(Extracted data entries)
^^^^^^^^^^^^^^^^

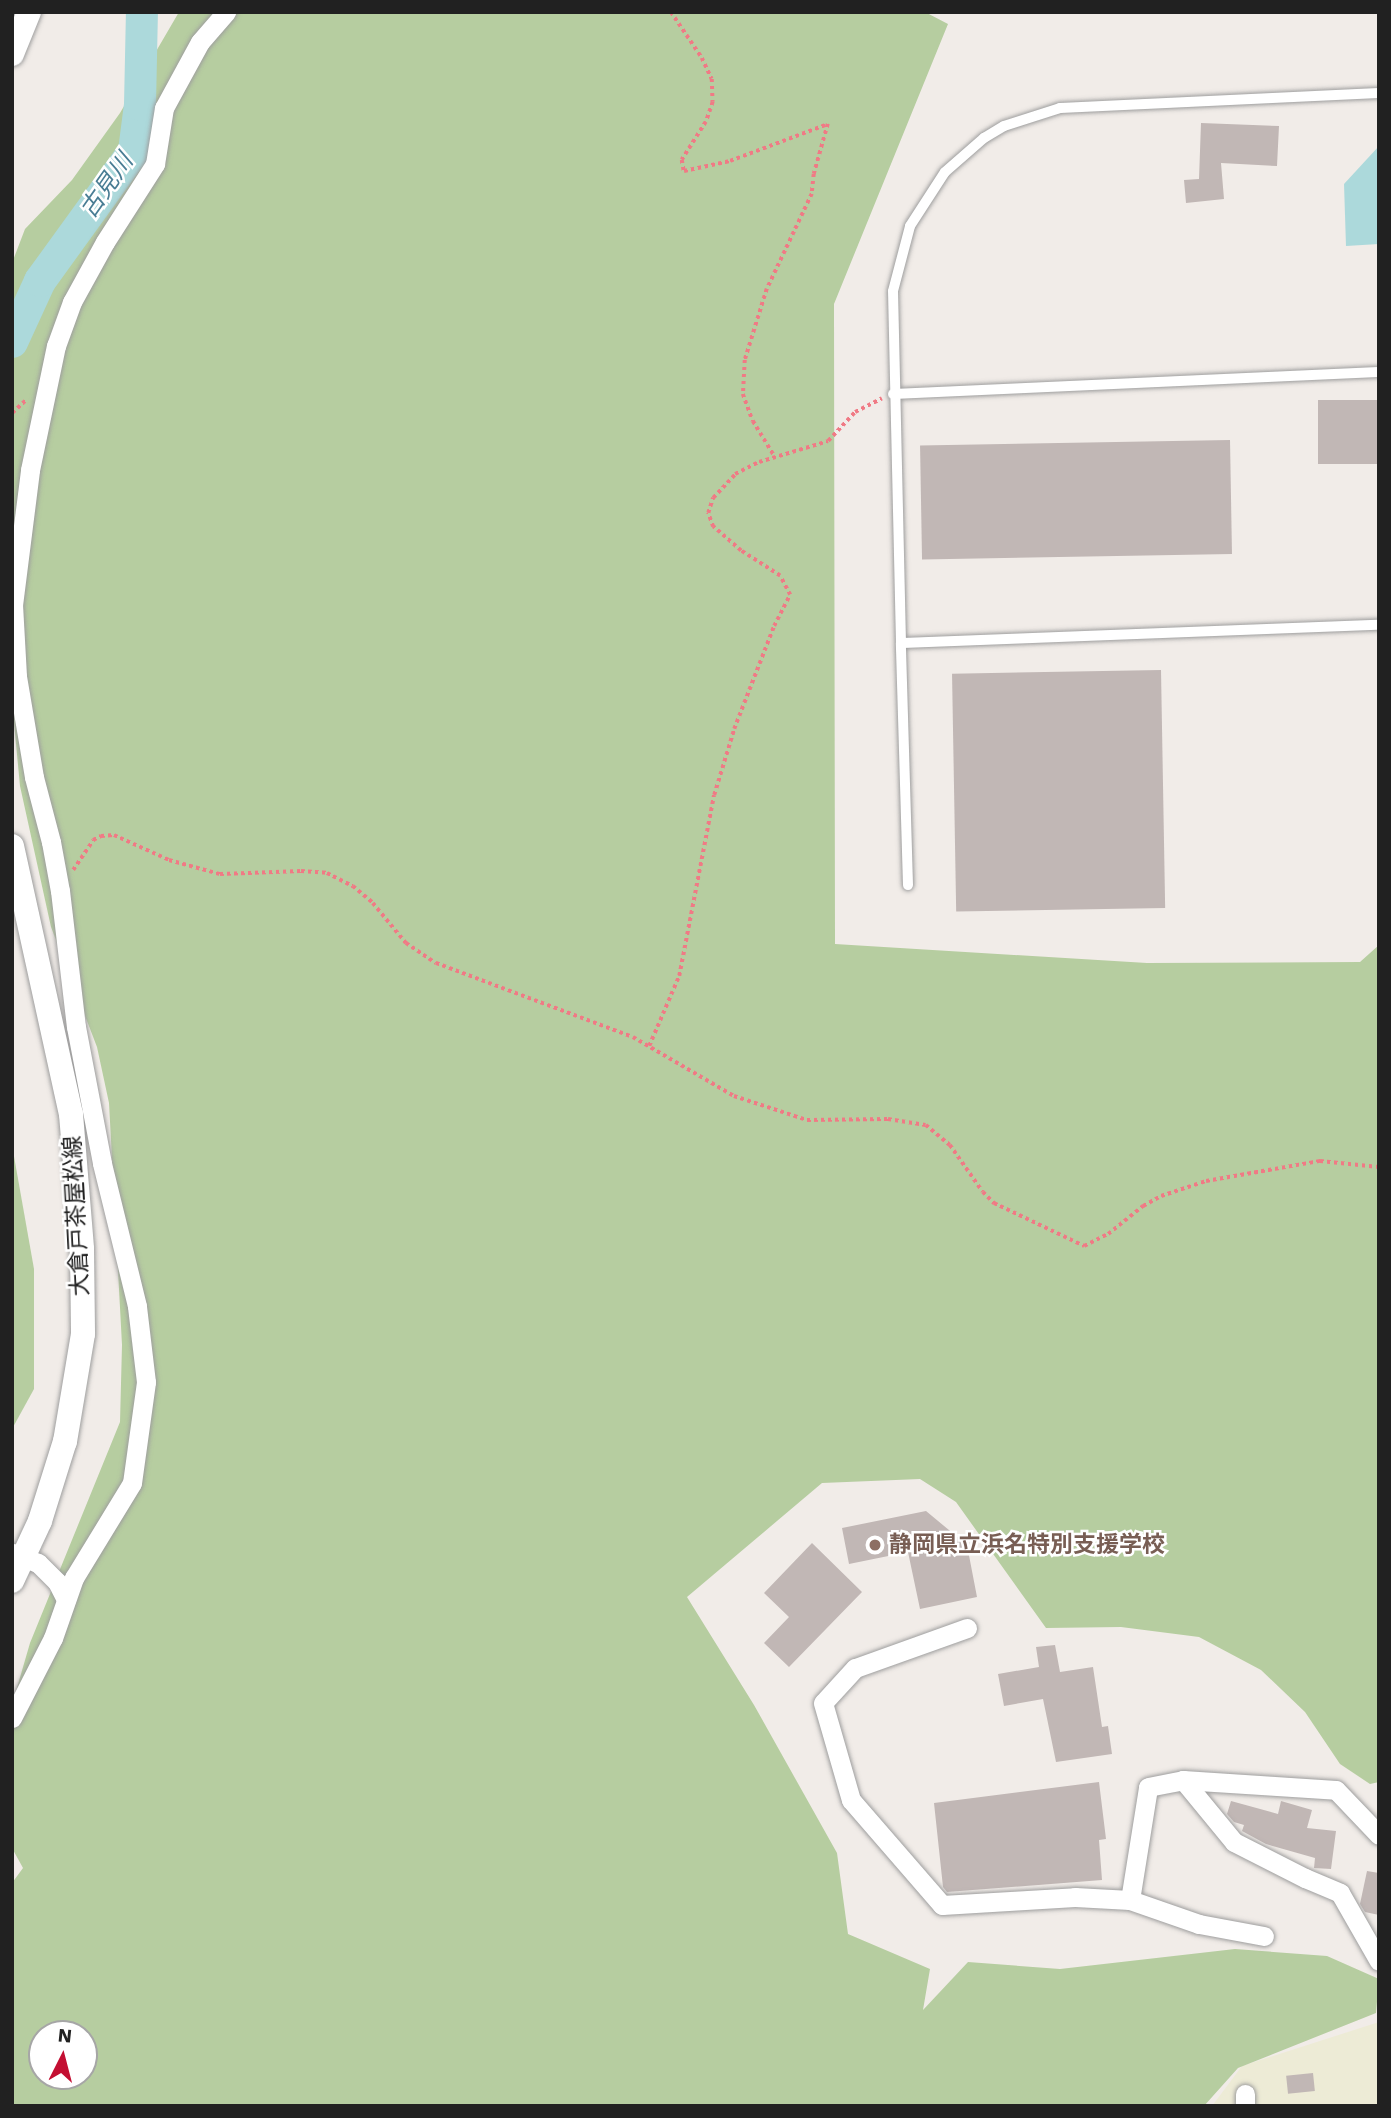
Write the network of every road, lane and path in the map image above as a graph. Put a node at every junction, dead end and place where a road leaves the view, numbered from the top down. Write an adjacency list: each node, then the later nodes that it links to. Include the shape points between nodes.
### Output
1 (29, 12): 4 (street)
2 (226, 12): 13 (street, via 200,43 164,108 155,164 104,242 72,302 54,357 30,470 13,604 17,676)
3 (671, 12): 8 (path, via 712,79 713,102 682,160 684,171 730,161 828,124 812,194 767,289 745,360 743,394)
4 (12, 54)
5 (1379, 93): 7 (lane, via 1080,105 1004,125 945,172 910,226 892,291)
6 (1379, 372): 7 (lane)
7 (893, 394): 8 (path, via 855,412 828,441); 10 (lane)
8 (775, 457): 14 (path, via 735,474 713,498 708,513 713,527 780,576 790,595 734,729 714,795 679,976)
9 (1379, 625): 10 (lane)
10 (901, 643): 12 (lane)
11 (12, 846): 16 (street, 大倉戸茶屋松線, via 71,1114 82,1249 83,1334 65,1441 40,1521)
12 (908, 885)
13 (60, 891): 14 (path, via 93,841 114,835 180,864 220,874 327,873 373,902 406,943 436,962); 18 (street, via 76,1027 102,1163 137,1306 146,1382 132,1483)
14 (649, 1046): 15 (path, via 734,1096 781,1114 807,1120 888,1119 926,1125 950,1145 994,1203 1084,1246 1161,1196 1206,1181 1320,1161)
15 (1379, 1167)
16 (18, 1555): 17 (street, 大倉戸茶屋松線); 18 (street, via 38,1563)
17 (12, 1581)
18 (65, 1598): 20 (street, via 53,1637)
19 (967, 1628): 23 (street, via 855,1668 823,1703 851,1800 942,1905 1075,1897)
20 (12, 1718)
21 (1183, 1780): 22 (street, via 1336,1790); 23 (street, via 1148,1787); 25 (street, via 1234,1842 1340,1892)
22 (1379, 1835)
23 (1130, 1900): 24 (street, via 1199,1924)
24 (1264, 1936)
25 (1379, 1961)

^^^^^^^^^^^^^^^^

-- Work instructions --
Write out all the entries word for word, but drop the pictures.

-- Solution to this task --
Write the network of every road, lane and path in the map image above as a graph. Put a node at every junction, dead end and place where a road leaves the view, numbered from the top down. Write an adjacency list: each node, then the later nodes that it links to. Include the shape points between nodes.
### Output
1 (29, 12): 4 (street)
2 (226, 12): 13 (street, via 200,43 164,108 155,164 104,242 72,302 54,357 30,470 13,604 17,676)
3 (671, 12): 8 (path, via 712,79 713,102 682,160 684,171 730,161 828,124 812,194 767,289 745,360 743,394)
4 (12, 54)
5 (1379, 93): 7 (lane, via 1080,105 1004,125 945,172 910,226 892,291)
6 (1379, 372): 7 (lane)
7 (893, 394): 8 (path, via 855,412 828,441); 10 (lane)
8 (775, 457): 14 (path, via 735,474 713,498 708,513 713,527 780,576 790,595 734,729 714,795 679,976)
9 (1379, 625): 10 (lane)
10 (901, 643): 12 (lane)
11 (12, 846): 16 (street, 大倉戸茶屋松線, via 71,1114 82,1249 83,1334 65,1441 40,1521)
12 (908, 885)
13 (60, 891): 14 (path, via 93,841 114,835 180,864 220,874 327,873 373,902 406,943 436,962); 18 (street, via 76,1027 102,1163 137,1306 146,1382 132,1483)
14 (649, 1046): 15 (path, via 734,1096 781,1114 807,1120 888,1119 926,1125 950,1145 994,1203 1084,1246 1161,1196 1206,1181 1320,1161)
15 (1379, 1167)
16 (18, 1555): 17 (street, 大倉戸茶屋松線); 18 (street, via 38,1563)
17 (12, 1581)
18 (65, 1598): 20 (street, via 53,1637)
19 (967, 1628): 23 (street, via 855,1668 823,1703 851,1800 942,1905 1075,1897)
20 (12, 1718)
21 (1183, 1780): 22 (street, via 1336,1790); 23 (street, via 1148,1787); 25 (street, via 1234,1842 1340,1892)
22 (1379, 1835)
23 (1130, 1900): 24 (street, via 1199,1924)
24 (1264, 1936)
25 (1379, 1961)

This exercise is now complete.